[WORKING DATA]:
= = = = = = =

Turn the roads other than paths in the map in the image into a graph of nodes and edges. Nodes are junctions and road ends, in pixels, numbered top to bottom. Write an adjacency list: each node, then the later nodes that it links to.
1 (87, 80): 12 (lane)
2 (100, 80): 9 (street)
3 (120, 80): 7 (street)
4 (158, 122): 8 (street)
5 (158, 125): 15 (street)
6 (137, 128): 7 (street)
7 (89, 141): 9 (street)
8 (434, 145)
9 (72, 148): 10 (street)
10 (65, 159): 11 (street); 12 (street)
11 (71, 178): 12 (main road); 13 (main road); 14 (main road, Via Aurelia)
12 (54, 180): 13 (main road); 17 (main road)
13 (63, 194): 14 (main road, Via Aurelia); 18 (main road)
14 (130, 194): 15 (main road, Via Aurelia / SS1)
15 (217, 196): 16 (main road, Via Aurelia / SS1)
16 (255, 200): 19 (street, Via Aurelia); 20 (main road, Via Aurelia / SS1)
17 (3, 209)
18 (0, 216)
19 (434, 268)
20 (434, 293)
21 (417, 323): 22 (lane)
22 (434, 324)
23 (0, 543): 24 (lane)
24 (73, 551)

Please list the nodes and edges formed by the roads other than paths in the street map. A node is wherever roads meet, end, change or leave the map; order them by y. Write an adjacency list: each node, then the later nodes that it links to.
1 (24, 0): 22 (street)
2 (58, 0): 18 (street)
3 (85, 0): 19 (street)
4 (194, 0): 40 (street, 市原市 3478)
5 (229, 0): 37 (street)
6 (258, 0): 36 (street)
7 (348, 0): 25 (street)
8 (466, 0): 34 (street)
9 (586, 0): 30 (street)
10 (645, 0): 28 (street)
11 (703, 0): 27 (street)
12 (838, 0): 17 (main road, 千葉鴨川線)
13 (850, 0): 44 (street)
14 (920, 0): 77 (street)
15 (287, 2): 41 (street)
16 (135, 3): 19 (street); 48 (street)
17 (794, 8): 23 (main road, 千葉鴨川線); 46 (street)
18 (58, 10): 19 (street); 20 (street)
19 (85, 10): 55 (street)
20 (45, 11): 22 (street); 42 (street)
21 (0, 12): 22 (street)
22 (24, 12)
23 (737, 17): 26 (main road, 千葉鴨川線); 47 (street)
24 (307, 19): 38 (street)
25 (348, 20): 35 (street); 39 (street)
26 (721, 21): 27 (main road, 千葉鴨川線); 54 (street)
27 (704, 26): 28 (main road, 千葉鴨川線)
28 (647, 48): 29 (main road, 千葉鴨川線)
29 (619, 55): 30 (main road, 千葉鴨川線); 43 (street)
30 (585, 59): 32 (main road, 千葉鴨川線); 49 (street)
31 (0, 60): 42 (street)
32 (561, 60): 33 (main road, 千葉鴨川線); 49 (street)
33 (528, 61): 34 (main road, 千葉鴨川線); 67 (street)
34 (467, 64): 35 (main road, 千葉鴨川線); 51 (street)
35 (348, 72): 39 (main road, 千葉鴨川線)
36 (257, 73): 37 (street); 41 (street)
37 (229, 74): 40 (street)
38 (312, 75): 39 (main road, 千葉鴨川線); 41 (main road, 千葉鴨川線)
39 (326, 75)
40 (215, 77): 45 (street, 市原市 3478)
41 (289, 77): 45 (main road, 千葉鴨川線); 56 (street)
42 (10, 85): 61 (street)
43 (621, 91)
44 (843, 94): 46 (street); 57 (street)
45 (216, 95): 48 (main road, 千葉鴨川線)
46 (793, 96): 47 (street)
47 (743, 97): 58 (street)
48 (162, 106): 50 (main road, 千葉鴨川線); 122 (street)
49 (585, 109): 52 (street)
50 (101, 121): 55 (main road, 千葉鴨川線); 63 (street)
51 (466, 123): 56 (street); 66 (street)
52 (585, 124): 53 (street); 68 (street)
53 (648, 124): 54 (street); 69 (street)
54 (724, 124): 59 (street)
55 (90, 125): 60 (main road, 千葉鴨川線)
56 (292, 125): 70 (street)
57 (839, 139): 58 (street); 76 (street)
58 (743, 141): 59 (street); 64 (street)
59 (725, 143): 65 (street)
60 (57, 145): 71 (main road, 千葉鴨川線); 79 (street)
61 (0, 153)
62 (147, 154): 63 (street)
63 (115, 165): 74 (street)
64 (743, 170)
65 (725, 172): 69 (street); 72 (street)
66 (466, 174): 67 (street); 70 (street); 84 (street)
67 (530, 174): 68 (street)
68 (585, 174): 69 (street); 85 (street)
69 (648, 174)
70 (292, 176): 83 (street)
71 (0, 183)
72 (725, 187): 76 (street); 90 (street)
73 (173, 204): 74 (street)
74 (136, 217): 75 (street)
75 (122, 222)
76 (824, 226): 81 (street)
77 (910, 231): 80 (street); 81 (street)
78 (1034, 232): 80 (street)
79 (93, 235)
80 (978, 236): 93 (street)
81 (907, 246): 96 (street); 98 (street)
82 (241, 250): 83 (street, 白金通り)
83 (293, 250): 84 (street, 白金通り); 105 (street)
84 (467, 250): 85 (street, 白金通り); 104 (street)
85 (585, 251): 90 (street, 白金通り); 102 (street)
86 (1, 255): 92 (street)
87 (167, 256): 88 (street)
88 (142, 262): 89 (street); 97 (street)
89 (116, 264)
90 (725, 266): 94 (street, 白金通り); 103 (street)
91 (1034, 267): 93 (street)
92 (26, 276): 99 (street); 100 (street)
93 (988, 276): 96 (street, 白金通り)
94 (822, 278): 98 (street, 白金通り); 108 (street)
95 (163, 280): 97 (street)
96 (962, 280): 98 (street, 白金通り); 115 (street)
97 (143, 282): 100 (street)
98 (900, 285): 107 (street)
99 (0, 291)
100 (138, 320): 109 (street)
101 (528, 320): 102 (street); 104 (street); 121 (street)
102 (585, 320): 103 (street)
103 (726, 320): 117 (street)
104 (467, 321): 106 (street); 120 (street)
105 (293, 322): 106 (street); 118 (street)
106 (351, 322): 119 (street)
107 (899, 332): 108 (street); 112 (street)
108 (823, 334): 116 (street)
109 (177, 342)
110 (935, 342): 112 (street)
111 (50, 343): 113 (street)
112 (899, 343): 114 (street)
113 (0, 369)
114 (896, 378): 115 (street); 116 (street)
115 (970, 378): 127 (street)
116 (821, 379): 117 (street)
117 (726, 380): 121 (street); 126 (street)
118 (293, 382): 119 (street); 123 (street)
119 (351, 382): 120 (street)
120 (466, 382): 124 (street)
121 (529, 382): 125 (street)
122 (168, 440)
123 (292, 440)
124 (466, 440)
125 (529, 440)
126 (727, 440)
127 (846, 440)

= = = = = = =

[ASSIGNMENT]: An exact copy of the listing above is what this exercise asks for.

[RESULT BELOW]:
Turn the roads other than paths in the map in the image into a graph of nodes and edges. Nodes are junctions and road ends, in pixels, numbered top to bottom. Write an adjacency list: each node, then the later nodes that it links to.
1 (87, 80): 12 (lane)
2 (100, 80): 9 (street)
3 (120, 80): 7 (street)
4 (158, 122): 8 (street)
5 (158, 125): 15 (street)
6 (137, 128): 7 (street)
7 (89, 141): 9 (street)
8 (434, 145)
9 (72, 148): 10 (street)
10 (65, 159): 11 (street); 12 (street)
11 (71, 178): 12 (main road); 13 (main road); 14 (main road, Via Aurelia)
12 (54, 180): 13 (main road); 17 (main road)
13 (63, 194): 14 (main road, Via Aurelia); 18 (main road)
14 (130, 194): 15 (main road, Via Aurelia / SS1)
15 (217, 196): 16 (main road, Via Aurelia / SS1)
16 (255, 200): 19 (street, Via Aurelia); 20 (main road, Via Aurelia / SS1)
17 (3, 209)
18 (0, 216)
19 (434, 268)
20 (434, 293)
21 (417, 323): 22 (lane)
22 (434, 324)
23 (0, 543): 24 (lane)
24 (73, 551)

Please list the nodes and edges formed by the roads other than paths in the street map. A node is wherever roads meet, end, change or leave the map; order them by y. Write an adjacency list: each node, then the later nodes that it links to.
1 (24, 0): 22 (street)
2 (58, 0): 18 (street)
3 (85, 0): 19 (street)
4 (194, 0): 40 (street, 市原市 3478)
5 (229, 0): 37 (street)
6 (258, 0): 36 (street)
7 (348, 0): 25 (street)
8 (466, 0): 34 (street)
9 (586, 0): 30 (street)
10 (645, 0): 28 (street)
11 (703, 0): 27 (street)
12 (838, 0): 17 (main road, 千葉鴨川線)
13 (850, 0): 44 (street)
14 (920, 0): 77 (street)
15 (287, 2): 41 (street)
16 (135, 3): 19 (street); 48 (street)
17 (794, 8): 23 (main road, 千葉鴨川線); 46 (street)
18 (58, 10): 19 (street); 20 (street)
19 (85, 10): 55 (street)
20 (45, 11): 22 (street); 42 (street)
21 (0, 12): 22 (street)
22 (24, 12)
23 (737, 17): 26 (main road, 千葉鴨川線); 47 (street)
24 (307, 19): 38 (street)
25 (348, 20): 35 (street); 39 (street)
26 (721, 21): 27 (main road, 千葉鴨川線); 54 (street)
27 (704, 26): 28 (main road, 千葉鴨川線)
28 (647, 48): 29 (main road, 千葉鴨川線)
29 (619, 55): 30 (main road, 千葉鴨川線); 43 (street)
30 (585, 59): 32 (main road, 千葉鴨川線); 49 (street)
31 (0, 60): 42 (street)
32 (561, 60): 33 (main road, 千葉鴨川線); 49 (street)
33 (528, 61): 34 (main road, 千葉鴨川線); 67 (street)
34 (467, 64): 35 (main road, 千葉鴨川線); 51 (street)
35 (348, 72): 39 (main road, 千葉鴨川線)
36 (257, 73): 37 (street); 41 (street)
37 (229, 74): 40 (street)
38 (312, 75): 39 (main road, 千葉鴨川線); 41 (main road, 千葉鴨川線)
39 (326, 75)
40 (215, 77): 45 (street, 市原市 3478)
41 (289, 77): 45 (main road, 千葉鴨川線); 56 (street)
42 (10, 85): 61 (street)
43 (621, 91)
44 (843, 94): 46 (street); 57 (street)
45 (216, 95): 48 (main road, 千葉鴨川線)
46 (793, 96): 47 (street)
47 (743, 97): 58 (street)
48 (162, 106): 50 (main road, 千葉鴨川線); 122 (street)
49 (585, 109): 52 (street)
50 (101, 121): 55 (main road, 千葉鴨川線); 63 (street)
51 (466, 123): 56 (street); 66 (street)
52 (585, 124): 53 (street); 68 (street)
53 (648, 124): 54 (street); 69 (street)
54 (724, 124): 59 (street)
55 (90, 125): 60 (main road, 千葉鴨川線)
56 (292, 125): 70 (street)
57 (839, 139): 58 (street); 76 (street)
58 (743, 141): 59 (street); 64 (street)
59 (725, 143): 65 (street)
60 (57, 145): 71 (main road, 千葉鴨川線); 79 (street)
61 (0, 153)
62 (147, 154): 63 (street)
63 (115, 165): 74 (street)
64 (743, 170)
65 (725, 172): 69 (street); 72 (street)
66 (466, 174): 67 (street); 70 (street); 84 (street)
67 (530, 174): 68 (street)
68 (585, 174): 69 (street); 85 (street)
69 (648, 174)
70 (292, 176): 83 (street)
71 (0, 183)
72 (725, 187): 76 (street); 90 (street)
73 (173, 204): 74 (street)
74 (136, 217): 75 (street)
75 (122, 222)
76 (824, 226): 81 (street)
77 (910, 231): 80 (street); 81 (street)
78 (1034, 232): 80 (street)
79 (93, 235)
80 (978, 236): 93 (street)
81 (907, 246): 96 (street); 98 (street)
82 (241, 250): 83 (street, 白金通り)
83 (293, 250): 84 (street, 白金通り); 105 (street)
84 (467, 250): 85 (street, 白金通り); 104 (street)
85 (585, 251): 90 (street, 白金通り); 102 (street)
86 (1, 255): 92 (street)
87 (167, 256): 88 (street)
88 (142, 262): 89 (street); 97 (street)
89 (116, 264)
90 (725, 266): 94 (street, 白金通り); 103 (street)
91 (1034, 267): 93 (street)
92 (26, 276): 99 (street); 100 (street)
93 (988, 276): 96 (street, 白金通り)
94 (822, 278): 98 (street, 白金通り); 108 (street)
95 (163, 280): 97 (street)
96 (962, 280): 98 (street, 白金通り); 115 (street)
97 (143, 282): 100 (street)
98 (900, 285): 107 (street)
99 (0, 291)
100 (138, 320): 109 (street)
101 (528, 320): 102 (street); 104 (street); 121 (street)
102 (585, 320): 103 (street)
103 (726, 320): 117 (street)
104 (467, 321): 106 (street); 120 (street)
105 (293, 322): 106 (street); 118 (street)
106 (351, 322): 119 (street)
107 (899, 332): 108 (street); 112 (street)
108 (823, 334): 116 (street)
109 (177, 342)
110 (935, 342): 112 (street)
111 (50, 343): 113 (street)
112 (899, 343): 114 (street)
113 (0, 369)
114 (896, 378): 115 (street); 116 (street)
115 (970, 378): 127 (street)
116 (821, 379): 117 (street)
117 (726, 380): 121 (street); 126 (street)
118 (293, 382): 119 (street); 123 (street)
119 (351, 382): 120 (street)
120 (466, 382): 124 (street)
121 (529, 382): 125 (street)
122 (168, 440)
123 (292, 440)
124 (466, 440)
125 (529, 440)
126 (727, 440)
127 (846, 440)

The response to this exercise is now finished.